Hackers Zero In on Online Stock Accounts

By Ellen Nakashima
Washington Post Staff Writer
Tuesday, October 24, 2006

Hackers have been breaking into customer accounts at large online brokerages in the United States and making unauthorized trades worth millions of dollars as part of a fast-growing new form of online fraud under investigation by federal authorities.

E-Trade Financial Corp., the nation's fourth-largest online broker, said last week that "concerted rings" in Eastern Europe and Thailand caused their customers $18 million in losses in the third quarter alone.

Another company, TD Ameritrade, the third-largest online broker, also has suffered losses from customer account fraud, but a spokeswoman declined to quantify the amount yesterday. "It is an industry problem," spokeswoman Katrina Becker said. "It does continue to grow."
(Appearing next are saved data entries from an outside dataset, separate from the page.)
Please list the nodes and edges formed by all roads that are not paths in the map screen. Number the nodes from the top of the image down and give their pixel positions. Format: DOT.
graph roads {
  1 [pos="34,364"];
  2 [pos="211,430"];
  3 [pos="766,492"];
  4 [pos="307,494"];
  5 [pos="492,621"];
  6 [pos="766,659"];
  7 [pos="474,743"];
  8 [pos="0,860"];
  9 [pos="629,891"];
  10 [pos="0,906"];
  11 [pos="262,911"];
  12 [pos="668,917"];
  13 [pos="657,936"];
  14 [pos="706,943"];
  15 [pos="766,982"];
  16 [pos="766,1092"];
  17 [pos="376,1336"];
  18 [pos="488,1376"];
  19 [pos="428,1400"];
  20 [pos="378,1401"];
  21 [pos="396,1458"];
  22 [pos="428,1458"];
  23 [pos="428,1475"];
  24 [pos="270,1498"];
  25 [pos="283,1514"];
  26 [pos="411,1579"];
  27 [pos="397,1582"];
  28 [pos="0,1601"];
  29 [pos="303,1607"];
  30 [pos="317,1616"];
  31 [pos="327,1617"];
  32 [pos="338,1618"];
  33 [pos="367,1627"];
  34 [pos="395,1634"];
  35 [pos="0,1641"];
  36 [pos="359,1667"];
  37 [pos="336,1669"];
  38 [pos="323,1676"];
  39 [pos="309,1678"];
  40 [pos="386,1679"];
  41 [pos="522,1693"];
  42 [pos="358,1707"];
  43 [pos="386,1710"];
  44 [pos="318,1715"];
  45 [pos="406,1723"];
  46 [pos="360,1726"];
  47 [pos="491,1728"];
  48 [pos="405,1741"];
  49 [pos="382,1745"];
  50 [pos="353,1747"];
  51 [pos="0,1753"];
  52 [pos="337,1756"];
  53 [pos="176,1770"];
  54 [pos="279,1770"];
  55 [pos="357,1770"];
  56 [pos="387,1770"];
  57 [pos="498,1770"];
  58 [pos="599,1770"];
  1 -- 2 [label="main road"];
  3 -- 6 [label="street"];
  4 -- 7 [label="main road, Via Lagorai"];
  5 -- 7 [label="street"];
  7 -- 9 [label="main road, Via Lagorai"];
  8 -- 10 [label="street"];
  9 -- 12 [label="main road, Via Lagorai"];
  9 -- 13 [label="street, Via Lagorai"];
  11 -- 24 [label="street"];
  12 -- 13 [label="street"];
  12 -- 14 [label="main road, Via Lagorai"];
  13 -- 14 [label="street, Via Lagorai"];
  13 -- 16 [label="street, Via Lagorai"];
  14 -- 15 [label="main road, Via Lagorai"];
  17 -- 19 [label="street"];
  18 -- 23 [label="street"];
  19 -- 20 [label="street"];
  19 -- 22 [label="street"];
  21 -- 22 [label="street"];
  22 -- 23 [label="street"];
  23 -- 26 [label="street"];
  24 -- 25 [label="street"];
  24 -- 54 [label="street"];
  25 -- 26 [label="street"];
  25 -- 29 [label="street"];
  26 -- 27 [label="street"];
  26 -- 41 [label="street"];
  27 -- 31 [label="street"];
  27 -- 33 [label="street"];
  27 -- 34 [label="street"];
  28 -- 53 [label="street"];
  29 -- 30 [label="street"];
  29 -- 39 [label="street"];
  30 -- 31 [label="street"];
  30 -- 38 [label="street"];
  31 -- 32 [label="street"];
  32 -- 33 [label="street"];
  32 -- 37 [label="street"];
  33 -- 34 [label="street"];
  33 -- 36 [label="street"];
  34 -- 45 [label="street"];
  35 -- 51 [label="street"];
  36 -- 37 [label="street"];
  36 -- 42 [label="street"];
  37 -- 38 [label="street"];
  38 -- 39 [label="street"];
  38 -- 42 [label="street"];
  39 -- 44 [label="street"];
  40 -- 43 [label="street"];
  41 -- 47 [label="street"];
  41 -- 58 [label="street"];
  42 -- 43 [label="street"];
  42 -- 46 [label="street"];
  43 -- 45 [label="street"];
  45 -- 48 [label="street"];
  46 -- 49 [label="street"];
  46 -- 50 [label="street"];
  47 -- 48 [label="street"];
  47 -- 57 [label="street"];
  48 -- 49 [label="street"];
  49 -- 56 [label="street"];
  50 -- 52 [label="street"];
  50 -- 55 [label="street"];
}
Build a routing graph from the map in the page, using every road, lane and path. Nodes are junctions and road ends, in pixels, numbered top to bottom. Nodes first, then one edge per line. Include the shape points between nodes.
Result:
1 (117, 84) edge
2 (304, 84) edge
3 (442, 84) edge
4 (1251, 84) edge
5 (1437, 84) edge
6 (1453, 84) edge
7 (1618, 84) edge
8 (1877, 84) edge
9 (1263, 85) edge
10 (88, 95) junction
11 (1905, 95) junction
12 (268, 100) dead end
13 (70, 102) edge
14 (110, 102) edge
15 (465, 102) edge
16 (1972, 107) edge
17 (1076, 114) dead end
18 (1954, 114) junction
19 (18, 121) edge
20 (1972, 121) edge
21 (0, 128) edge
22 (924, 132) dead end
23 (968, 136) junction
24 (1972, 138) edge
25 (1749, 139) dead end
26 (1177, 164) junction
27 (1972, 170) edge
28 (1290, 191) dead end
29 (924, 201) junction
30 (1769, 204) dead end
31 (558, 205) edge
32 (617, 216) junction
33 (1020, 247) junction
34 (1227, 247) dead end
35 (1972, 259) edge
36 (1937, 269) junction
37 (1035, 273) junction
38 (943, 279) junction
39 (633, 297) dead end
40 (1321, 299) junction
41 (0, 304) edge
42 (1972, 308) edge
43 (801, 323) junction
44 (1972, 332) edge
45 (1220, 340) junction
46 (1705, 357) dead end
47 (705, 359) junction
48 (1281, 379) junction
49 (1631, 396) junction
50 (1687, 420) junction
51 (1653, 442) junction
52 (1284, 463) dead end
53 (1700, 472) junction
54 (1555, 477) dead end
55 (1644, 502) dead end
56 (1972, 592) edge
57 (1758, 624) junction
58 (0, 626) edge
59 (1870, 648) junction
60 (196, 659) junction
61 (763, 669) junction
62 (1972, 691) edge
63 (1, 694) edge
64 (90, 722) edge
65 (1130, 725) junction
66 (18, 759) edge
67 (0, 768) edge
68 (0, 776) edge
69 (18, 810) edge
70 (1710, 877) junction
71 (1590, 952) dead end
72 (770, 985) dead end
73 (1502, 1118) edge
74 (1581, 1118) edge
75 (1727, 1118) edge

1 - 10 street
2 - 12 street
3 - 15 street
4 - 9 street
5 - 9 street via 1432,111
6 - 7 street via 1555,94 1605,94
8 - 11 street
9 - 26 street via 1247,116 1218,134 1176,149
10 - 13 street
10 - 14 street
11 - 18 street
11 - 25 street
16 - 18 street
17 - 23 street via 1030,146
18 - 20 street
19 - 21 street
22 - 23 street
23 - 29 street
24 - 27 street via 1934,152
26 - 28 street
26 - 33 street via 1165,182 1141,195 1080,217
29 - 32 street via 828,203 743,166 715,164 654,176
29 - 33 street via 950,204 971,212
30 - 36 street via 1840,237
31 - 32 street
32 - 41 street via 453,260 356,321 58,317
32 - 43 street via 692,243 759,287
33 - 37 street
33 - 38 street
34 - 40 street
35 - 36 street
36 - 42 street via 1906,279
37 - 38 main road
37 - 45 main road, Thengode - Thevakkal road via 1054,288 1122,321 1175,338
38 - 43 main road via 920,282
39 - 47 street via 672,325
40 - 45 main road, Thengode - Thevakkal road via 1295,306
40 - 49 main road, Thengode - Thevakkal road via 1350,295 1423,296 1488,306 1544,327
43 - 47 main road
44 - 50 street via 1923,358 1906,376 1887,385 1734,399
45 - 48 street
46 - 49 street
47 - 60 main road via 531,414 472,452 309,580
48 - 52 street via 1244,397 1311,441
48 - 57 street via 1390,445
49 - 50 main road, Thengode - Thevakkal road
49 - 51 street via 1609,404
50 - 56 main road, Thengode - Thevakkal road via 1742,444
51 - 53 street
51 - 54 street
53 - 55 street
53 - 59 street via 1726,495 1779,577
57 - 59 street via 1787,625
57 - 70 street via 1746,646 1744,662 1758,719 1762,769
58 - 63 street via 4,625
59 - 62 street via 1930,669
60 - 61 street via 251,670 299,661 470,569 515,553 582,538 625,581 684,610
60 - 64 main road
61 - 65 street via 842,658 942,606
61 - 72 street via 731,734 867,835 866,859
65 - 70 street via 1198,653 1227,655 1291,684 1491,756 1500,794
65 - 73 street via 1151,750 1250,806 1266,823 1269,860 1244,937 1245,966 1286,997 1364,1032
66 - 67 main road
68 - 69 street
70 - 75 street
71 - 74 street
Federal regulators cited recent cases in which hackers gained access to customer accounts at several large online brokers and used the customers' funds to buy certain stocks. The hackers appeared to be trying to drive up share prices so they could sell those stocks at a profit, regulators said.

The Securities and Exchange Commission and the FBI are looking into E-Trade's cases, chief executive Mitchell H. Caplan said in an earnings conference call with reporters last week. Spokesmen for the SEC and FBI declined to discuss details of those cases.

Both E-Trade and TD Ameritrade have guaranteed that they will cover their clients' losses, even though they are not required to do so by law. But the problem is growing faster than public awareness of it, federal regulators said, noting that the fraud is fed by the rising use of the Internet for personal finance and the easy availability of snooping software that allows hackers to steal personal account information.

"Although these schemes cleverly combine aspects of securities fraud, identity theft and hacking, what they really boil down to is outright thievery," said John Reed Stark, chief of the Office of Internet Enforcement at the SEC. "In the last couple of months we have seen a marked increase in online brokerage account intrusions."

More than 10 million people have bought or sold investments online in the United States in the last few months, according to Avivah Litan, a securities analyst for the Stamford, Conn.-based Gartner Inc.

The scams typically begin with a hacker obtaining customer passwords and user names, experts said. One way is by placing keystroke-monitoring software on any public computer in a library, hotel business center or airport. With the software, all keystrokes entered on the computer can be recorded and e-mailed anywhere in the world.

Experts said all hackers have to do is wait until anyone types in the Web address of E-Trade, Ameritrade or another online broker, and then watch the next several dozen keystrokes, which are likely to include someone's password and login name.

These emerging Internet stock schemes appear to be new versions of the widely used "pump-and-dump" e-mail scams, in which spammers send out mass e-mails containing bogus news alerts intended to manipulate stock prices.

Stark said perpetrators are breaking into customer accounts and buying shares of thinly traded, microcap securities, also known as penny stocks. The hacker gains access using the customer's user name and password, then liquidates that person's existing stock holdings and uses the proceeds to buy shares in the microcap. The goal, regulators said, is to boost the price of a stock the hacker has already bought at a lower price in another account. The hacker then liquidates the stock and wires the money either to an offshore account or through a series of straw men, or dummy corporations, Stark said. The straw man may not know he is participating in fraud; he may have been told he is helping, say, an offshore business.

The entire operation can take a matter of minutes, or at most, hours.

"The unwitting victim opens the account in the morning and finds he or she owns thousands of shares in a microcap company that they have never heard of," Stark said.

Caplan said E-Trade recently made operational changes and added technology to thwart the criminals. "We've seen that level of fraud in the last three weeks or so reduced to almost zero . . . ," he said in the conference call.

Glen Mathison, a spokesman for Charles Schwab Corp., the largest online broker, said losses due to online identity theft and fraud have not reached "a material level" that would require disclosure to investors. But he added that Schwab also guarantees to reimburse clients for online losses caused by fraud.

Unlike banks, brokerage accounts are not protected by Federal Deposit Insurance Corp. and other federal banking rules that ensure consumers get their money back, so the consumer must rely on the company to cover any losses.

Ameritrade's Becker said the company advises clients to make sure they have good spyware detection software on their computers. Ameritrade's Web site also offers clients free software that helps detect or eliminate snooping programs.

In Canada, the Investment Dealers Association, the self-regulatory arm of Canada's securities industry, is looking into similar scams.

Online financial fraud has grown so serious that the Federal Financial Institutions Examination Council, a government entity that establishes standards for banks, has given U.S. financial institutions until Dec. 31 to tighten security measures for accessing online accounts.

"This thing is so widespread and it has such a significant impact on the industry at large . . . that I think you're going to end up seeing structural changes in the industry," Caplan said.

Staff researchers Richard Drezen and Karl Evanzz contributed to this report.

© 2006 The Washington Post Company